CREER EN ÉL AUN EN MEDIO DE NUESTRA DEBILIDAD

 Texto bíblico: Romanos 4:13-25

 

Abraham creyó en esperanza, creyó a Dios, antes que las circunstancias que le rodeaban o que él mismo. No se fijó en él, porque de haberlo hecho podría haber pensado que no había esperanza alguna, quizás divago en medio de sus tiempos de meditación en preguntas tales como ¿Por qué hasta ahora?, ¿Cómo un hombre de avanzada edad, como yo, podría recibir un hijo? ¿Como Dios usaría a una persona tan anciana que solamente puede esperar la muerte? Pero no se dejó llevar por sus propias ideas, o por lo que algunos pudieran haberle dicho, murmuraciones o hasta burlas podrían haberse formulado en su contra, diciéndoles cosas como “¿Puede una persona tan anciana tener un hijo?”.

Las preguntas que otros o el mismo Abraham se pudo haber hecho sobre la promesa de Dios fueron muchas, como ¿Por qué el Señor no le dio su hijo cuando eran jóvenes? Puede que desde que eran jóvenes Abraham y Sara oraron por un hijo, por muchos años lo hicieron, pero no encontraron la respuesta que querían a su tiempo, porque es necesario comprender que la respuesta de Dios a nuestras plegarias o peticiones pueden ser si, no o aun no es el tiempo. En cualquier respuesta que Dios de en la oración el cristiano debe aprender a confiar en su Señor, como lo hizo Abraham que esperó en Él y respondió a su plegaria en Su Tiempo, el tiempo adecuado, porque los tiempos de Dios son perfectos aunque el ser humano no pueda comprenderlos.

La fe de Abraham fue fortalecida a través de los años, en esta vida no tendremos lo que queremos, pero si estamos viviendo en la voluntad de Dios, fortalecidos en Su Palabra por fe, podremos aprender a esperar en lo que Él quiere, como Él quiere y cuando Él quiere en gozo. No es una buena teología la que enseña “la palabra de fe” en donde enseñan que lo que tu declaras eso ocurrirá, porque es una actitud de rebeldía y orgullo que pretende imponer su voluntad sobre la de Dios, sin decirlo creen en algo así como si las palabras de los hombres tuvieran un poder similar al de Dios, pero la sana teología es aquella que se somete a la Palabra de Dios, aunque ello requiera renunciar a nuestros mismos sueños o deseos, por lo tanto aprende a esperar en el Señor al Señor, como lo hizo Abraham.
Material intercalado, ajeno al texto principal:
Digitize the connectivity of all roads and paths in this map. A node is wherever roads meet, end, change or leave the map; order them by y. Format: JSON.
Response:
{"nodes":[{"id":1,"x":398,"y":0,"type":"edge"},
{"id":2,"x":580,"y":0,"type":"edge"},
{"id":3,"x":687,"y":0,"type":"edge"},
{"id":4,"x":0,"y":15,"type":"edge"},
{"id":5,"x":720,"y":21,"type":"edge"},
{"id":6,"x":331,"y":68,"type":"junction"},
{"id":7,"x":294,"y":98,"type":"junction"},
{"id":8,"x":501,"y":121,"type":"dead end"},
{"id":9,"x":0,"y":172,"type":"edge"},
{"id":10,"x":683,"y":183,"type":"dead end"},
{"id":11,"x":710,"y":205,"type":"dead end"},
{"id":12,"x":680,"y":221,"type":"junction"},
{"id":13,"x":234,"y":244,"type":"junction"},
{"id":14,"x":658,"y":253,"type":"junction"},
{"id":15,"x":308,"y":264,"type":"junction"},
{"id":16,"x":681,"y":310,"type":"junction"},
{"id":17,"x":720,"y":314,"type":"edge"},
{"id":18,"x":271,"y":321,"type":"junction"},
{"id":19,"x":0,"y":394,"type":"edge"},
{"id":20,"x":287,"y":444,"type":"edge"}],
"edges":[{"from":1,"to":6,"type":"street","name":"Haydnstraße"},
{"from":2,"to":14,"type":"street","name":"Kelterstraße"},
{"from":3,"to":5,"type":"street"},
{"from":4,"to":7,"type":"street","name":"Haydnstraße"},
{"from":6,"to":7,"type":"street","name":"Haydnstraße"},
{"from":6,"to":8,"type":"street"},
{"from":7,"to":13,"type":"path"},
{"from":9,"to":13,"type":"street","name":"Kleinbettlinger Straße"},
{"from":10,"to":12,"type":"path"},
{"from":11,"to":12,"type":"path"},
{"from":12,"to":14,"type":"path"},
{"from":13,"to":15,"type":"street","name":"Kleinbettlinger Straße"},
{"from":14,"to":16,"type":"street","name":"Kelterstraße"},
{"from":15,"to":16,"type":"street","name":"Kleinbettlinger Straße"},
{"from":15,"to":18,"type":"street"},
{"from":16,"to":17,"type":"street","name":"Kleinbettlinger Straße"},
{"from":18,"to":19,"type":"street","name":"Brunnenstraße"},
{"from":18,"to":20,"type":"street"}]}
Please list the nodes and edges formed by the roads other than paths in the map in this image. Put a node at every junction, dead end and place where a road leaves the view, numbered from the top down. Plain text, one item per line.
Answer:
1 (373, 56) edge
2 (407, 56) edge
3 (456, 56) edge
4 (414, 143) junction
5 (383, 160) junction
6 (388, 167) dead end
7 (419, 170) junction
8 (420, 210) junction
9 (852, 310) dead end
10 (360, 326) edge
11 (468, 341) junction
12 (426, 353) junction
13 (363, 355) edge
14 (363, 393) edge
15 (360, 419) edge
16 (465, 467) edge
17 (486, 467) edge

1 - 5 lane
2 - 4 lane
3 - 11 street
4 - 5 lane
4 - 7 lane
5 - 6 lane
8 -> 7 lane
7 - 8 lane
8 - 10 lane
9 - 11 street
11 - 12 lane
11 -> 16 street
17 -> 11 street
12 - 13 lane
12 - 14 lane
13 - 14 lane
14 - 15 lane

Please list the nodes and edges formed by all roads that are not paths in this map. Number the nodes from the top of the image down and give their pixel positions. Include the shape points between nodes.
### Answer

Abraham no esperaba una promesa cualquiera, esperaba la Promesa y la Promesa más que su hijo se refería al Mesías prometido, a Jesucristo, el Redentor. La fe en Jesucristo es la fe que es contada por justicia, la fe es convicción verdadera a la Palabra de Dios, por lo tanto, mira a Jesucristo, enfócate en Él y en su Palabra de tal manera que lo que te rodea pierda cada día más peso, para que sea Él el verdadero peso y más grande interés en tu vida.

Somos débiles, cristianos que necesitan a Jesucristo todos los días, porque separados de Él nada podemos hacer, nuestra fe perece con el tiempo, es limitada e ilusoria, pero la fe que da Dios al que se la pide es fortalecida a pesar de las circunstancias y hasta se podría decir que en medio de los momentos más difíciles es mayormente fortalecida, porque es una fe verdadera, como el oro, que no se corrompe porque es real, es por la fe que el justo ha sido declarado justo y por la fe es vivificado cada día, fortalecido para obedecer a Dios y deleitarse en Su Palabra, por lo tanto ora a Dios y pídele que te fortalezca en la humildad, que Él no rechazara un corazón contrito y humillado, pero a los soberbios el Señor resiste.